January 30, 2008 – Comments (5)

Yowch, the Case-Shiller numbers show home prices in the 10-and 20-city indexes taking around 8% year over year, and that's only for as far back as November. You gotta eyeball the PDF.

Remember, unlike some other home price data, this index strains out the effects of rehabs, additions, etc., so it's a much more accurate gauge of the price appreciation (depreciation) of the same home.

5 Comments – Post Your Own

#1) On January 30, 2008 at 11:37 AM, floridabuilder2 (98.76) wrote:

did you see NVR's report today... one NVR is the best company as I have stated many times on CAPs, just look at their GM, SG&A, they still make money, no inventory, blah blah blah....

However, they said DC (where you live) had a huge amount of cancelations vs. the rest of their markets... 46% to be exact....

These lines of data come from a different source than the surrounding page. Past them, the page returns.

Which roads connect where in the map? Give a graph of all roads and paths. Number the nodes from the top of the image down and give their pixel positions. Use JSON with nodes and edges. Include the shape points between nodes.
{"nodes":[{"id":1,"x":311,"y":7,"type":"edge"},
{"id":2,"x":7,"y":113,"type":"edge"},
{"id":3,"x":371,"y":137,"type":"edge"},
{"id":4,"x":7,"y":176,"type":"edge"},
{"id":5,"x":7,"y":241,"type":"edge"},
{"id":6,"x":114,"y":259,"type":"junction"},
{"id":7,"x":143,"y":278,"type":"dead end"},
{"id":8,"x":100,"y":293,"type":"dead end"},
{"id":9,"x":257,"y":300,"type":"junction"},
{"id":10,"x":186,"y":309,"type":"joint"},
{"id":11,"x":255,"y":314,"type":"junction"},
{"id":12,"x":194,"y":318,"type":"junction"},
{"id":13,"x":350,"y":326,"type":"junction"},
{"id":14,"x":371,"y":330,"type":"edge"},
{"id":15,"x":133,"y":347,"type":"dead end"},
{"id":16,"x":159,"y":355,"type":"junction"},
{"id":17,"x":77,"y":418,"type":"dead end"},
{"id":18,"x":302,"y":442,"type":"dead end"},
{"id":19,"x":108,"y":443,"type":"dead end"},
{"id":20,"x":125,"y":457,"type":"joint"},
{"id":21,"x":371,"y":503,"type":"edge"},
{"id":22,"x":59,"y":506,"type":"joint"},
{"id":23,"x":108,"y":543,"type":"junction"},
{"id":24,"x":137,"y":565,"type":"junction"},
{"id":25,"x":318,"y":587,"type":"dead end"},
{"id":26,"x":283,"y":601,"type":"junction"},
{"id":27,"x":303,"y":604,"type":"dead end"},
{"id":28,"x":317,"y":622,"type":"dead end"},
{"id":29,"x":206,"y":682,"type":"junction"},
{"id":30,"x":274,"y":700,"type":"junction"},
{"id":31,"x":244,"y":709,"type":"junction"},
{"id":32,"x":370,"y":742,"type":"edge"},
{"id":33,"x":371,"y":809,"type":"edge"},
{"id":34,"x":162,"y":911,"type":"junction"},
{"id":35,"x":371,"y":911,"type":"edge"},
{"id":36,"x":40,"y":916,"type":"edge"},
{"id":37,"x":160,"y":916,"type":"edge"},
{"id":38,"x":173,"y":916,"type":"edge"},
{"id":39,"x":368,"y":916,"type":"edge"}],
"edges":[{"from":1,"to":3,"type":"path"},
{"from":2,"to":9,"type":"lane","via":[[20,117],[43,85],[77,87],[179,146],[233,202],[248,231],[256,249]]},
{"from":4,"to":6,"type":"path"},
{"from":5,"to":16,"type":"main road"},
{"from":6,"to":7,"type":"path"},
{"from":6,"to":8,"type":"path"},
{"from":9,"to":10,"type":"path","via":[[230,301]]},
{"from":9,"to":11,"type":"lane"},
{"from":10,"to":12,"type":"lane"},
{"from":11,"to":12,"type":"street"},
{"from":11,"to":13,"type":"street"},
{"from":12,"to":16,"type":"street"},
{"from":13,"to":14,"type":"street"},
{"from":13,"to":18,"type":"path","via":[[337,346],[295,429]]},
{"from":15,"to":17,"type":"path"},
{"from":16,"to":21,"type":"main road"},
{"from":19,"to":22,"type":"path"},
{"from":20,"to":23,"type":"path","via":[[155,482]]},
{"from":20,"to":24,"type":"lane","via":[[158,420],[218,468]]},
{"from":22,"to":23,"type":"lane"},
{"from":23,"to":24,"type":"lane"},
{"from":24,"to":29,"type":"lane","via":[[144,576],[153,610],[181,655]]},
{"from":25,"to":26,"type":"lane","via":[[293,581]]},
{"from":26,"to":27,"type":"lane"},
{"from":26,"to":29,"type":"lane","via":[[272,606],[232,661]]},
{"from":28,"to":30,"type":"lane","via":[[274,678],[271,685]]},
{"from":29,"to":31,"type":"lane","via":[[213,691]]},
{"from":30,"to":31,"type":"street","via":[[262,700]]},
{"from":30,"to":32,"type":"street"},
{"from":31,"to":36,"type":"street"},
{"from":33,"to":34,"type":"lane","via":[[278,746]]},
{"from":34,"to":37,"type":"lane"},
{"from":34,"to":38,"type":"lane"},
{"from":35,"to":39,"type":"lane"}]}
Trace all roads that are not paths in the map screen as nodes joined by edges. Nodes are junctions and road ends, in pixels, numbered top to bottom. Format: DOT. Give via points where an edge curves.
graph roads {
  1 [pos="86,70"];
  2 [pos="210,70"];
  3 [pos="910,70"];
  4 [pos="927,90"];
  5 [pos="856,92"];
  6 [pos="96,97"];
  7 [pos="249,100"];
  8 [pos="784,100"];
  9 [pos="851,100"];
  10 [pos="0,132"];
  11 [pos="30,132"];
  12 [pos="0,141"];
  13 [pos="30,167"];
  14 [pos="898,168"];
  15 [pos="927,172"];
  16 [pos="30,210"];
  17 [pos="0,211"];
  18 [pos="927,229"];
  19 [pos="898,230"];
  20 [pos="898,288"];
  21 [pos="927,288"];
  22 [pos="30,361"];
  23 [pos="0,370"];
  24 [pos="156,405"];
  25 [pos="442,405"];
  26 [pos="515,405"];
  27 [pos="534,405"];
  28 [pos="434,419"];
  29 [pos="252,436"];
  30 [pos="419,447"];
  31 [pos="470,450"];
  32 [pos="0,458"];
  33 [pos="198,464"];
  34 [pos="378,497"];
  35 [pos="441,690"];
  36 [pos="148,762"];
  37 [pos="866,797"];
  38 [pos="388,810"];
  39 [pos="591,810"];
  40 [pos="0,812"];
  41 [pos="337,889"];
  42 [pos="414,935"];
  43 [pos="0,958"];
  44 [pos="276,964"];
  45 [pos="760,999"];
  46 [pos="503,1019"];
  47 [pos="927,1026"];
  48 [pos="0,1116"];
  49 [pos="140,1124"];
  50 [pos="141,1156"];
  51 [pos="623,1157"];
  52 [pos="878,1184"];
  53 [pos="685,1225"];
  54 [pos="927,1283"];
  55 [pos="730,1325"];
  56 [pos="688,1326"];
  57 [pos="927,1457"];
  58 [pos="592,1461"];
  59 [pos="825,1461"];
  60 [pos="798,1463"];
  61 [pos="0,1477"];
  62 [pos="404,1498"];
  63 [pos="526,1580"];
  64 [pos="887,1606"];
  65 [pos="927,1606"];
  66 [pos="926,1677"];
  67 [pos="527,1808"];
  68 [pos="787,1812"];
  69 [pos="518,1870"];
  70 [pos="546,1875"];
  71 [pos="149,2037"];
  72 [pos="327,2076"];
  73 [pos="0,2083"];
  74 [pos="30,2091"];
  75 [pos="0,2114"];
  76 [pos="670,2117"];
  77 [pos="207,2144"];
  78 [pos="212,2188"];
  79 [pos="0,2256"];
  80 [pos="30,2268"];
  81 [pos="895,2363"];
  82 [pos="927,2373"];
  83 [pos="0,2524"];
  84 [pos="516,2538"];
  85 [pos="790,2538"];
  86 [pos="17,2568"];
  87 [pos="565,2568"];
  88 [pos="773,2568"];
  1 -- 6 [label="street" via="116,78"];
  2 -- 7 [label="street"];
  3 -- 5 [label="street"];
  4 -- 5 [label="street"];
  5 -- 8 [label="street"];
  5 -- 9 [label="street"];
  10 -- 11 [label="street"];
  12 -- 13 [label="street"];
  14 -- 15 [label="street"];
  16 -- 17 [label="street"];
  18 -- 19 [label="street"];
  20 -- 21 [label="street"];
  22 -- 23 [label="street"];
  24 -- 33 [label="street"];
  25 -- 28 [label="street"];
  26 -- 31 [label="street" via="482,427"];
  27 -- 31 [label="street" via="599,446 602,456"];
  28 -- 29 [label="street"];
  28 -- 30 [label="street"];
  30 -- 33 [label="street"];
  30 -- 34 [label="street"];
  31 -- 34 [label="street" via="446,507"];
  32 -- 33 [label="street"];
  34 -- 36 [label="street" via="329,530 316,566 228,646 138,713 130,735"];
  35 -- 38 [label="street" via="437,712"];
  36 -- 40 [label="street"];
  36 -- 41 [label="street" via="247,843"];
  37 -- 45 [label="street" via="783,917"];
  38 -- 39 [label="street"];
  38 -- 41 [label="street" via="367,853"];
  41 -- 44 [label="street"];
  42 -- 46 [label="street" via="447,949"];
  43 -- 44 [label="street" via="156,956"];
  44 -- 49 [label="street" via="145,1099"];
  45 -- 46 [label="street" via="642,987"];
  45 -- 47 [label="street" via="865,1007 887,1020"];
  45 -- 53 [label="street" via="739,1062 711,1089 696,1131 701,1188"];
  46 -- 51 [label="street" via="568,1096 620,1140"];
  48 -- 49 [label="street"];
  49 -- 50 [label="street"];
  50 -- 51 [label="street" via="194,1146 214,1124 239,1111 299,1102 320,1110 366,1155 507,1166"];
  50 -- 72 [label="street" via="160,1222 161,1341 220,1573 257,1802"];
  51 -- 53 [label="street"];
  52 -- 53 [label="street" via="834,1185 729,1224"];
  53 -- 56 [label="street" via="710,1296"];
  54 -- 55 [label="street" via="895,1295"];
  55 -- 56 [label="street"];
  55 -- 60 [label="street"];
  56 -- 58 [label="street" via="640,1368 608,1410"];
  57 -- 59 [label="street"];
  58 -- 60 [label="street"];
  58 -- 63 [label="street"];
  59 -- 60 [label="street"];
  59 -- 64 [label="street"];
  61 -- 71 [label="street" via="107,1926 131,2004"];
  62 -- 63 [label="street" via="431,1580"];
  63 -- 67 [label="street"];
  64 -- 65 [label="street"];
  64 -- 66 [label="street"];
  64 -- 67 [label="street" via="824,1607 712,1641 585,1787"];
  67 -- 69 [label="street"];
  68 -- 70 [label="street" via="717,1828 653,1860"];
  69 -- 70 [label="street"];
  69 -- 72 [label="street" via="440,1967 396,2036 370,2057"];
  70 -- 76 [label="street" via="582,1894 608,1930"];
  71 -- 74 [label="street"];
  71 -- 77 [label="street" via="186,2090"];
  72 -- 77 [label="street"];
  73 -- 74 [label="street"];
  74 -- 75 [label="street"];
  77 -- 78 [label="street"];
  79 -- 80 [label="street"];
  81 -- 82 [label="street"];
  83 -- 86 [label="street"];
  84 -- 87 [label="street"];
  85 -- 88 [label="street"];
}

The builders say that cans are related to tightening mortgage credit... yes partly... what they aren't saying is that as prices fall, the appraisal falls and no one is going to give you a loan over appraisal... so as they slash and burn prices, they are in effect ensuring that future home prices in that community will go down, because appraisals always are based off of the last 3 sales of similar home... it is an endless cycle until you stop slashing and burning sales prices...

I love builders they are such idiots....  eating the goose that laid the golden egg....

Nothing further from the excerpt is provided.